Councilors discussed the manner in which an increase would be presented to service users. In the case of water, discussion was given to increasing the amount for usage rather than the base amount, so greater water users would pay more. Council member Bob Shellmyer said that he wanted bills to be color coded, so users could see where their money was going. City Administrator Brent Hinson is going to go some studies for the council before the final decision on rate increases is made.
“The bill overall will go up, but we are going to try to keep it as modest of an increase as possible,” Hinson said this morning. “There are some significant issues we have to deal with and they are very urgent.”
Hinson said the biggest fault for the increase is a history of trying to keep the rates low and neglecting maintenance on the systems for many years. He said the city’s plan is to keep increases small but regular. He predicts yearly increases. He said he believes the recent wastewater treatment plant project hurt the city because increases in user fees were done all at once.
At this point, Hinson said that the sewer rates can probably stay at a 3 ½ percent per year increase. He said it would be harder to keep up the water system with that small of an increase. He had originally recommended
“We have 100 year old ground storage that is in very poor structural shape,” he said. “We have a 95 year old water tower that is in poor structural shape and has some serious issues. The membranes in our type of water plant are supposed to be changed every seven to 10 years and we still have the membranes from 1993.”

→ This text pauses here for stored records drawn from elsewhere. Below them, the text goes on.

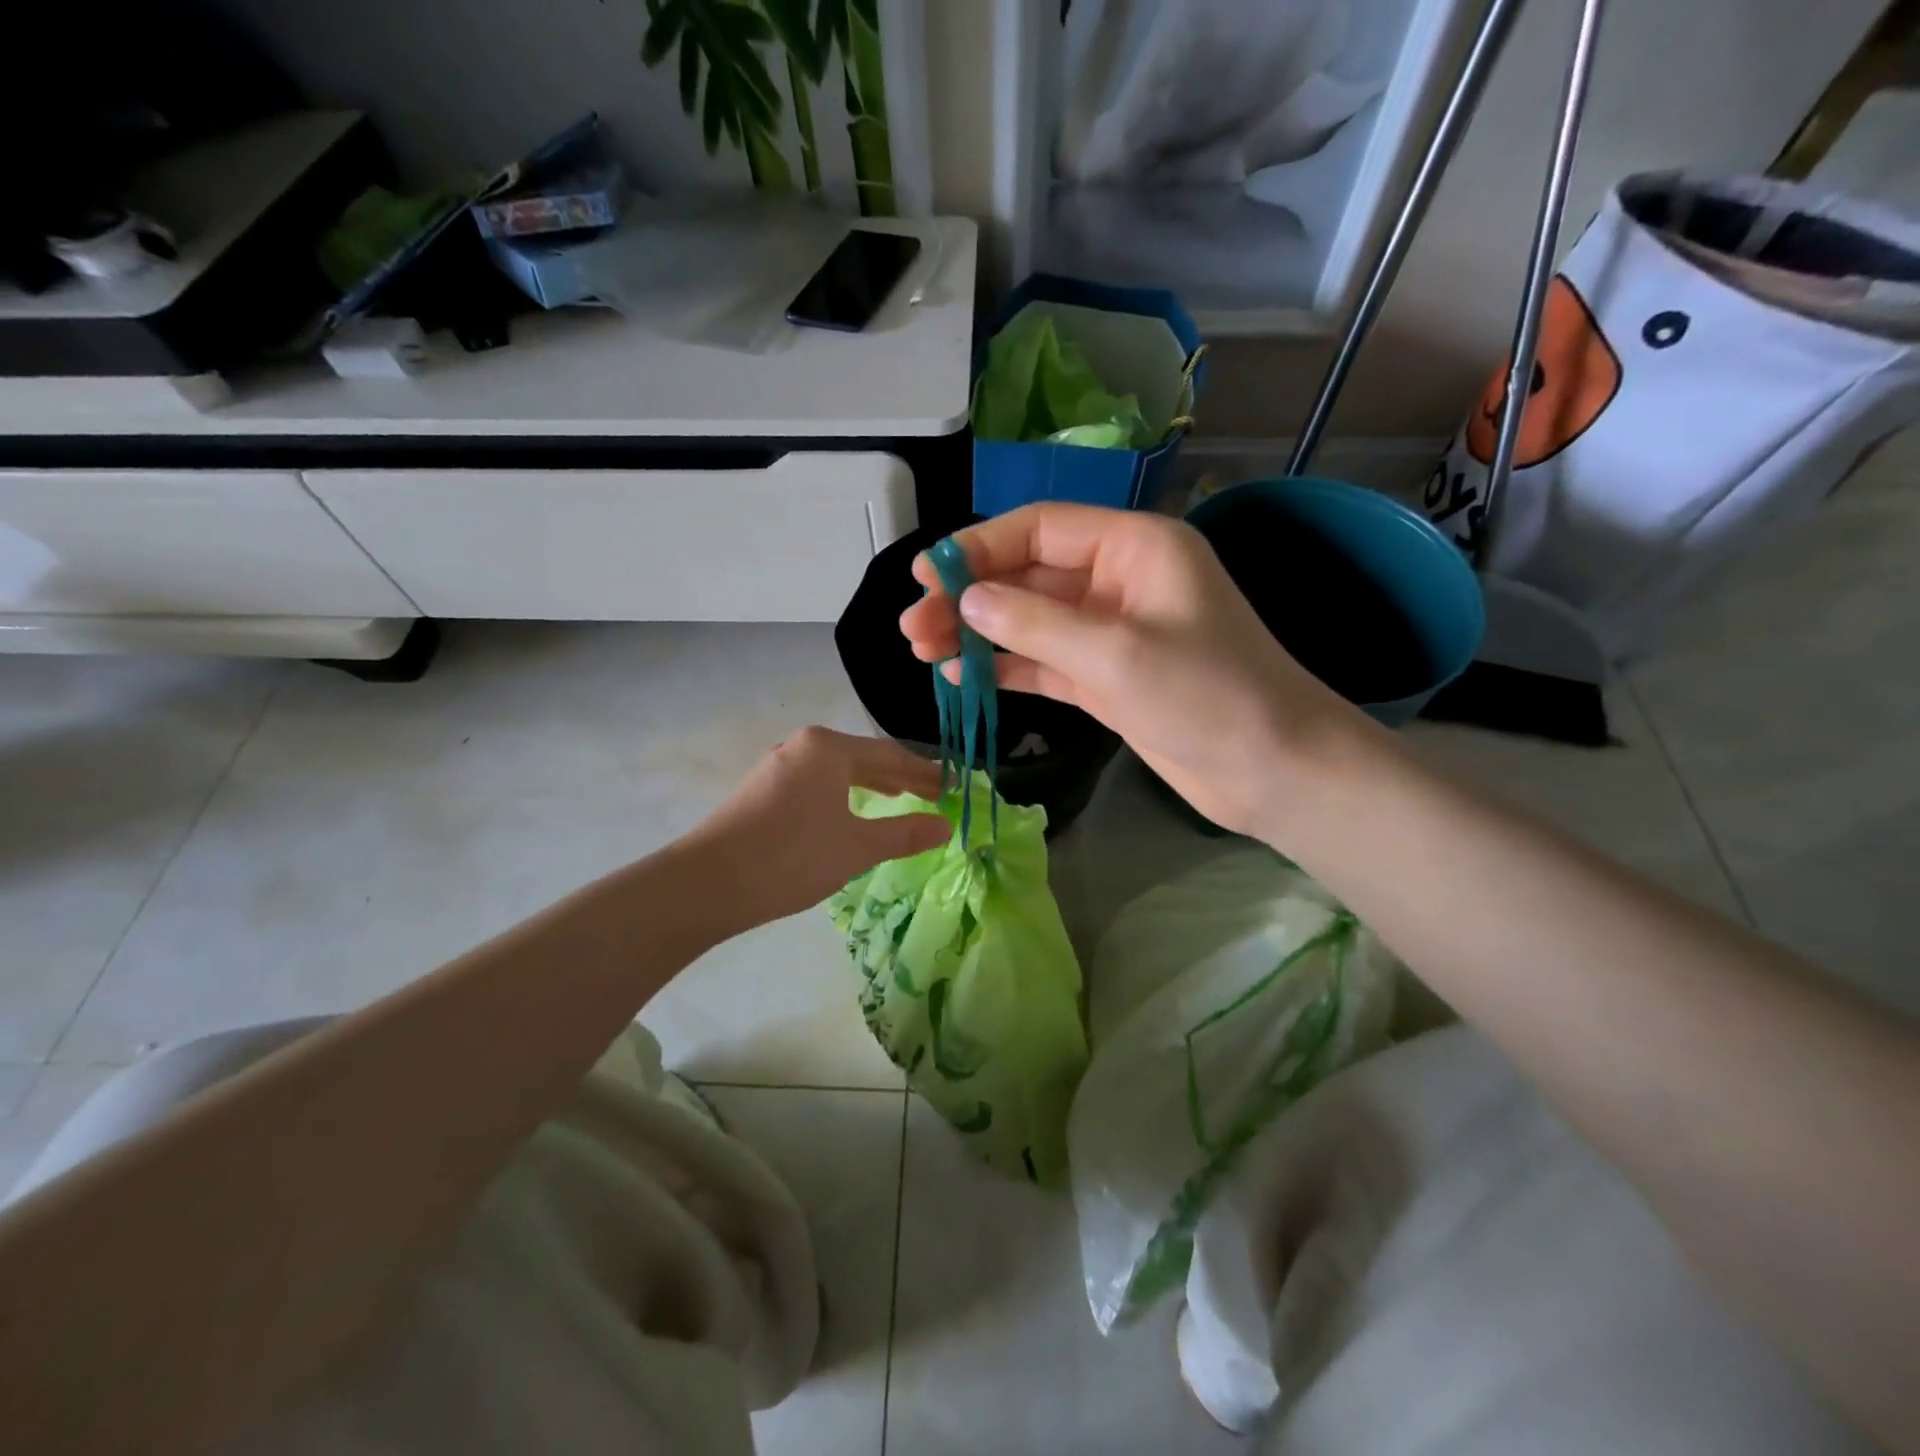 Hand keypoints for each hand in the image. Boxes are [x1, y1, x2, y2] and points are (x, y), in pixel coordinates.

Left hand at [684, 726, 949, 929]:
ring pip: (838, 771)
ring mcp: (778, 766)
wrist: (707, 884)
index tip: (953, 788)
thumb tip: (946, 825)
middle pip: (864, 758)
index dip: (925, 774)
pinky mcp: (762, 789)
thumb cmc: (791, 858)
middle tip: (934, 797)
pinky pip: (817, 783)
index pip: (891, 755)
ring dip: (872, 786)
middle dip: (901, 778)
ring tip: (899, 800)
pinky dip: (843, 795)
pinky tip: (850, 812)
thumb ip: (904, 833)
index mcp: (828, 748)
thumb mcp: (857, 847)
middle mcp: (803, 746)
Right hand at [899, 503, 1370, 838]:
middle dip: (969, 598)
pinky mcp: (1106, 678)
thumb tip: (967, 602)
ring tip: (922, 652)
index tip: (925, 573)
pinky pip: (1043, 662)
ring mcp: (1111, 632)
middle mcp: (1119, 581)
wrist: (1273, 771)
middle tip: (912, 627)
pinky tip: (960, 676)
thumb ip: (1035, 625)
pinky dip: (1004, 668)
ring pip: (1029, 622)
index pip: (1041, 529)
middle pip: (1028, 576)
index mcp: (1134, 548)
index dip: (979, 546)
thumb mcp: (1115, 654)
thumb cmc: (1207, 697)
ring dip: (978, 634) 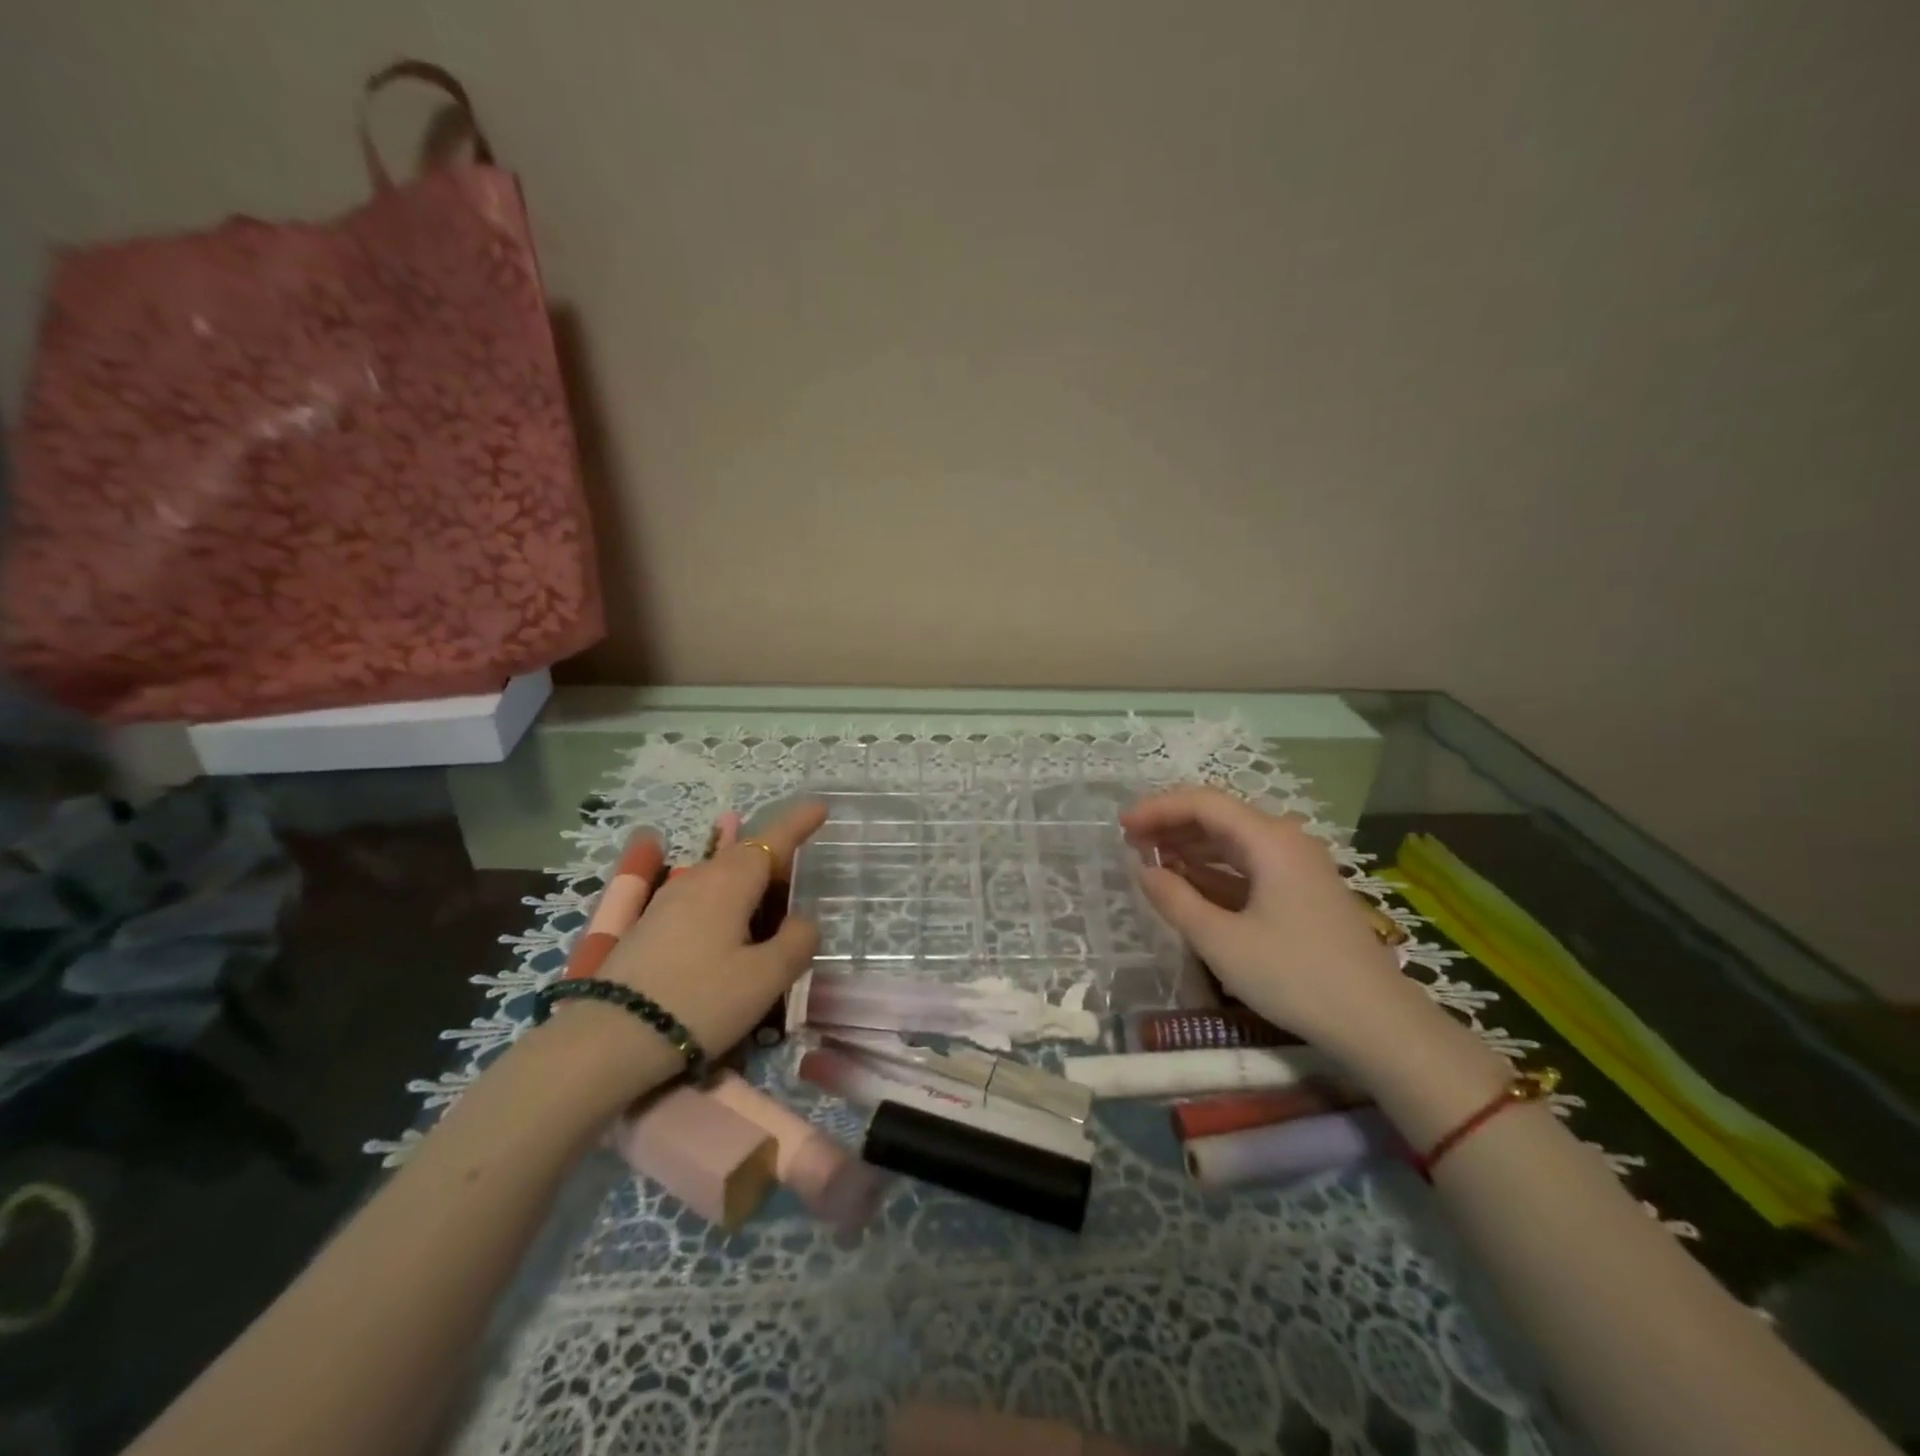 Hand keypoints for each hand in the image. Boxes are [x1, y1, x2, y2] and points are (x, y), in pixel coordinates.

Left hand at [592, 798, 827, 1059]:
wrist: (609, 1039)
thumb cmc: (700, 1001)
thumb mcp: (766, 977)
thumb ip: (797, 941)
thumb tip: (802, 920)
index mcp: (730, 880)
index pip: (773, 839)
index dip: (799, 822)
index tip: (821, 806)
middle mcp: (698, 878)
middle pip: (745, 855)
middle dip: (776, 858)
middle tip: (802, 876)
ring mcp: (668, 900)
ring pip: (721, 876)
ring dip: (751, 883)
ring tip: (770, 906)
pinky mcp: (650, 925)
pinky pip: (702, 897)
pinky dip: (727, 901)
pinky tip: (731, 926)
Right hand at [1120, 787, 1424, 1052]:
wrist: (1377, 1023)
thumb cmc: (1294, 976)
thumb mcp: (1221, 941)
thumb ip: (1175, 900)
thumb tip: (1143, 869)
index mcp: (1270, 841)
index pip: (1204, 803)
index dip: (1158, 809)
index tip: (1121, 827)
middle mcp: (1285, 842)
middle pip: (1219, 817)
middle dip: (1171, 826)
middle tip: (1130, 844)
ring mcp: (1297, 868)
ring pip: (1233, 843)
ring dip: (1190, 848)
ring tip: (1150, 861)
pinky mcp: (1301, 893)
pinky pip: (1248, 868)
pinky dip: (1214, 871)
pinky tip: (1188, 884)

Hinson said there have been no capital expenditures in the water system since 1993. He said the city had received a structural report on the north water tower in 2001 saying it was urgent the city replace the tower within five years. He also said the city hasn’t drilled a new municipal well since 1967. He said the urgency of the issues is driving the increases. Hinson, who arrived in Washington about a year ago, also said he didn’t know why the system hadn’t been maintained.
“It wouldn’t be surprising to see a need for $10 million in capital spending over the next five years in the water utility,” Hinson said. “That is the significance of the problems. They are big.”
He said sanitation costs are going up to ensure the fund remains solvent.